[Recorded data]

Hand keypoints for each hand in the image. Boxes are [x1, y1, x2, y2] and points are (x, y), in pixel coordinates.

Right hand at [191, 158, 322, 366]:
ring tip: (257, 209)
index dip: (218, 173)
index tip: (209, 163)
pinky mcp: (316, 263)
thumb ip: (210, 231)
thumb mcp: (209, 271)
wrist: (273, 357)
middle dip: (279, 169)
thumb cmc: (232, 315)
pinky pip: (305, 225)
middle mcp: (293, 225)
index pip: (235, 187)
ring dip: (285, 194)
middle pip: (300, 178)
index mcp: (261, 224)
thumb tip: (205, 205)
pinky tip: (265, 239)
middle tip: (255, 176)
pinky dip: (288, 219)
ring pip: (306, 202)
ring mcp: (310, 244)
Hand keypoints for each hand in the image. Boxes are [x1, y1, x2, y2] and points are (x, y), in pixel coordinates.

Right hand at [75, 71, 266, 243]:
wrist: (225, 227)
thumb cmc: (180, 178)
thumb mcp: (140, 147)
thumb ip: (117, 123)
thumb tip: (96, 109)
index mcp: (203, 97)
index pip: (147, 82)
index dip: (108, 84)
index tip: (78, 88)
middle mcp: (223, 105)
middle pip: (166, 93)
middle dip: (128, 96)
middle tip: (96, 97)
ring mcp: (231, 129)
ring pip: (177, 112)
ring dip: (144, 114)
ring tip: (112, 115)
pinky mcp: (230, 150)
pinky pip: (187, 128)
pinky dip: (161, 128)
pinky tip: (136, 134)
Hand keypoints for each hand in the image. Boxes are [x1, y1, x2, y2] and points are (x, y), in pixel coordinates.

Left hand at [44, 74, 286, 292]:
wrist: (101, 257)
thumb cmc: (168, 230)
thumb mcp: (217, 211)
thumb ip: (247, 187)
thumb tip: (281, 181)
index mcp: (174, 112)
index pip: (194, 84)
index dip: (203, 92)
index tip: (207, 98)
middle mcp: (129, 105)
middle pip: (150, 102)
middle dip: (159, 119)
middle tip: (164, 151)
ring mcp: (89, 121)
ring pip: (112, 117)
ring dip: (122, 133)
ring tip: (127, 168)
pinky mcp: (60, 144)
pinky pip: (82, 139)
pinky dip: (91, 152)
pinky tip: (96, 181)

---

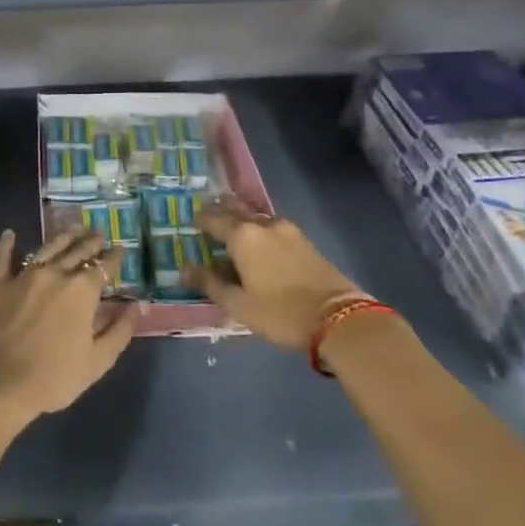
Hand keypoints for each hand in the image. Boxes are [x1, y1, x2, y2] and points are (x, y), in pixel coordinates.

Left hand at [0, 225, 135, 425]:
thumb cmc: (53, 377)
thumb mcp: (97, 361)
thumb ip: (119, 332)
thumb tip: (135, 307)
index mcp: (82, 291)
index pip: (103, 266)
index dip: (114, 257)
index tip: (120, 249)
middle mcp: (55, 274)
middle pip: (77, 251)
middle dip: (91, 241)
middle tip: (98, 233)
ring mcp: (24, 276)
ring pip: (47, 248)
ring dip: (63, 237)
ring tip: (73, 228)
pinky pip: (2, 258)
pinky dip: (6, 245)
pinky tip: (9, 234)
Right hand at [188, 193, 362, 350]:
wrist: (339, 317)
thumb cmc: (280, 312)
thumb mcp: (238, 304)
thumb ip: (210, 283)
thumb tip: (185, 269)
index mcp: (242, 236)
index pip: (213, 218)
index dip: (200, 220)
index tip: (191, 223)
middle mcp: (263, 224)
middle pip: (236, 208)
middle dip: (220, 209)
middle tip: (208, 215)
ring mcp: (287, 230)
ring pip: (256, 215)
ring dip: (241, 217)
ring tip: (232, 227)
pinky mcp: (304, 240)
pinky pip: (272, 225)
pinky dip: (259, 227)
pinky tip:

| Required work |
With "Right" as the string to find, copy every line of the records that holds it.

| Response to this exercise |
Right hand at [191, 158, 322, 366]:
Right hand at [75, 71, 266, 243]:
Right hand at [188, 193, 362, 350]:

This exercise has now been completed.